ArXiv

When Can Digital Personas Reliably Approximate Human Survey Findings?

Authors
Mumin Jia, Yilin Chen, Divya Sharma...
Categories
cs.CL, cs.AI, cs.SI, stat.ML
arXiv
https://arxiv.org/abs/2605.10659v1
PDF
https://arxiv.org/pdf/2605.10659v1

Brief

LLM-based digital personas were evaluated as substitutes for human survey respondents using the LISS panel: personas were built from background variables and pre-2023 survey histories and tested on held-out post-cutoff answers. Across four persona architectures, three LLMs, and two prediction tasks, personas improved distributional alignment (notably for stable attributes) but struggled with individual prediction and multivariate respondent structure; retrieval augmentation helped.

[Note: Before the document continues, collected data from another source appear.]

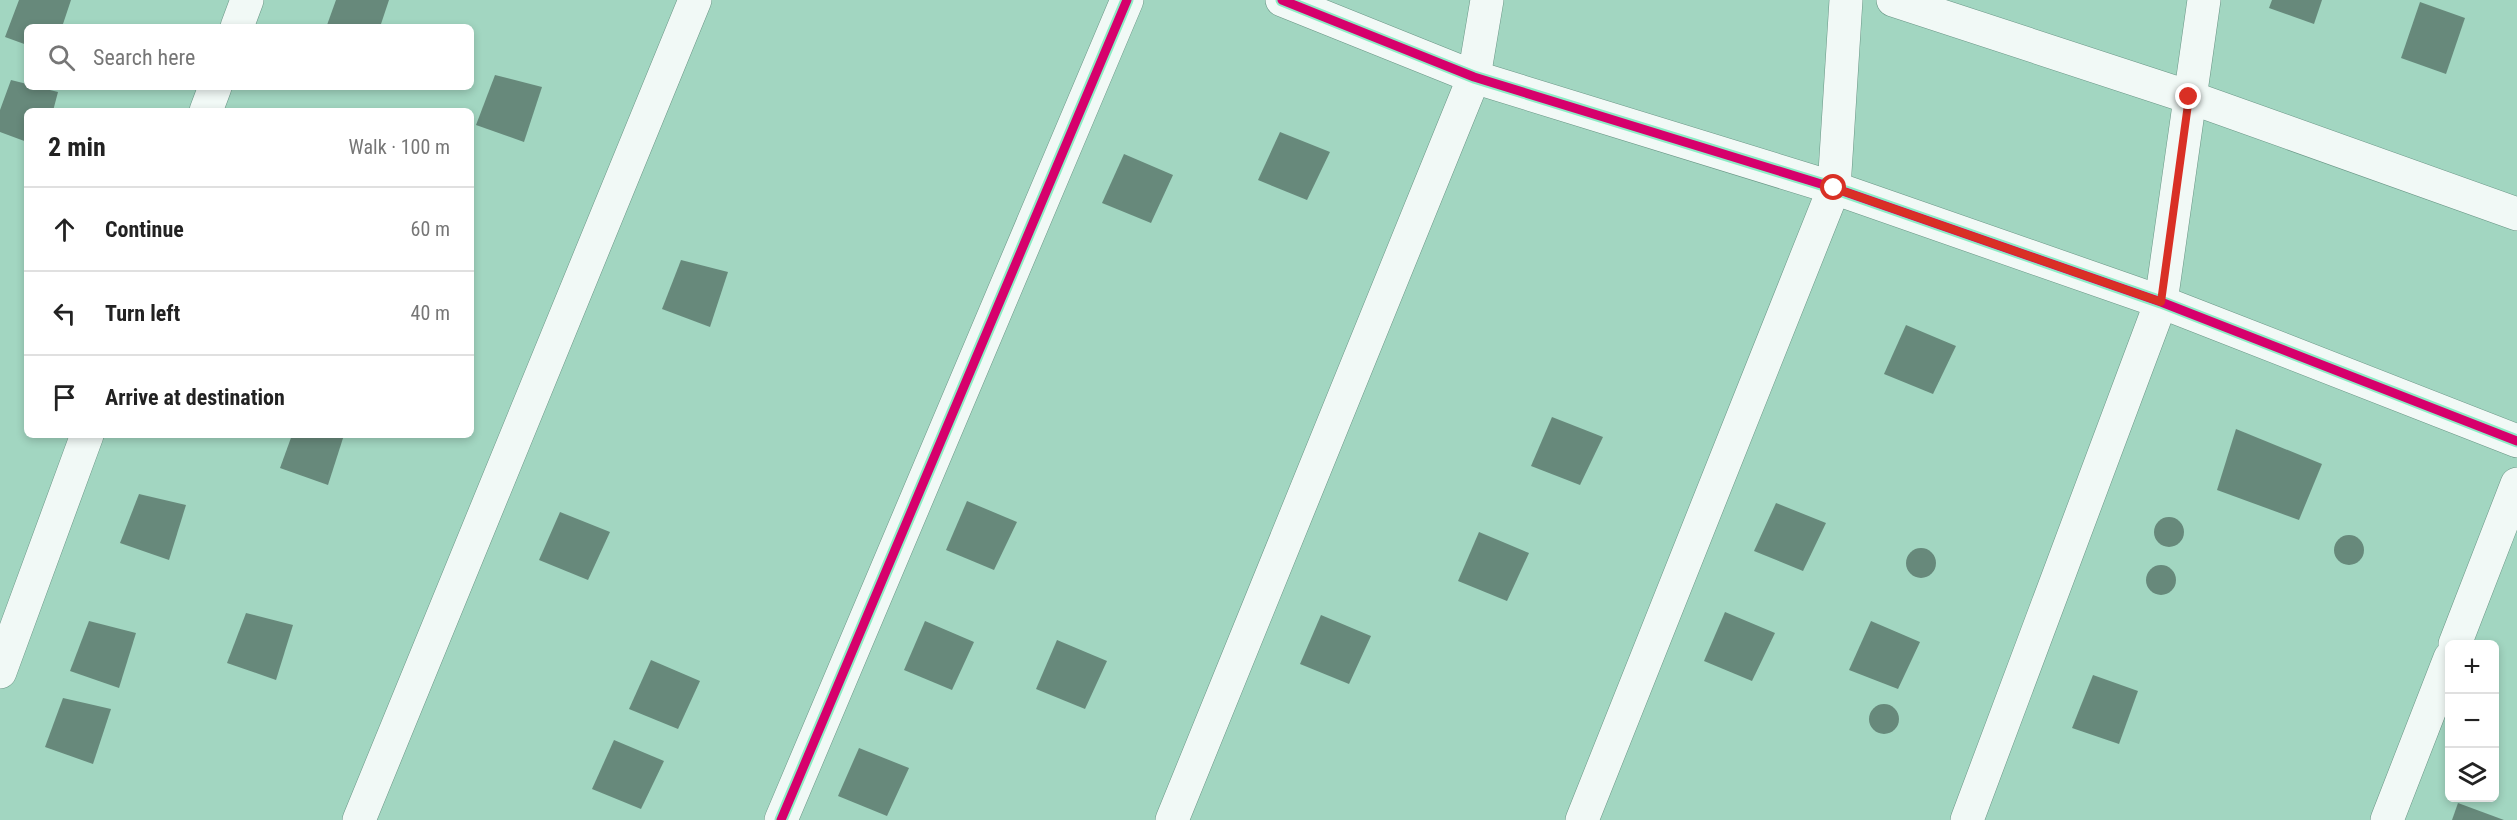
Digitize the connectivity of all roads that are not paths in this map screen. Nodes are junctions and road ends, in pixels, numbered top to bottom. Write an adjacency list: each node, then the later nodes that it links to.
1 (247, 0): 9 (street)
2 (695, 0): 23 (street)
3 (1127, 0): 24 (street)
4 (1282, 0): 10 (street)
5 (1487, 0): 10 (street)
6 (1846, 0): 14 (street)
7 (1893, 0): 12 (street)
8 (2204, 0): 12 (street)
9 (238, 24)
10 (1474, 77): 14 (street); 25 (street)
11 (214, 90): 13 (street)
12 (2189, 97): 15 (street); 16 (street)
13 (208, 108)
14 (1834, 188): 16 (street); 26 (street)
15 (2517, 214)
16 (2161, 302): 18 (street); 27 (street)
17 (86, 438): 22 (street)
18 (2517, 441)
19 (2517, 484): 20 (street)
20 (2457, 640)
21 (2445, 671): 28 (street)
22 (0, 672)
23 (359, 820)
24 (781, 820)
25 (1172, 820)
26 (1582, 820)
27 (1967, 820)
28 (2387, 820)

Summary is based on the abstract (full paper not reviewed).

Why it matters

Using the LISS panel, authors constructed digital personas from respondents' background variables and pre-2023 survey histories and tested them against the same respondents' held-out post-cutoff answers across four persona architectures, three LLMs, and two prediction tasks.

Key details

  • Personas improved alignment with human response distributions—especially for questions tied to stable attributes and values—and retrieval-augmented architectures produced the clearest gains; however personas performed poorly at individual-level prediction, failed to recover multivariate respondent structure, and did worst on subjective, heterogeneous, or rare responses.
Source evidence

Abstract

Digital personas powered by Large Language Models (LLMs) are increasingly proposed as substitutes for human survey respondents, yet it remains unclear when they can reliably approximate human survey findings. We answer this question using the LISS panel, constructing personas from respondents' background variables and pre-2023 survey histories, then testing them against the same respondents' held-out post-cutoff answers. Across four persona architectures, three LLMs, and two prediction tasks, we assess performance at the question, respondent, distributional, equity, and clustering levels. Digital personas improve alignment with human response distributions, especially in domains tied to stable attributes and values, but remain limited for individual prediction and fail to recover multivariate respondent structure. Retrieval-augmented architectures provide the clearest gains, but performance depends more on human response structure than on model choice: personas perform best for low-variability questions and common respondent patterns, and worst for subjective, heterogeneous, or rare responses. Our results provide practical guidance on when digital personas could be appropriate for survey research and when human validation remains necessary.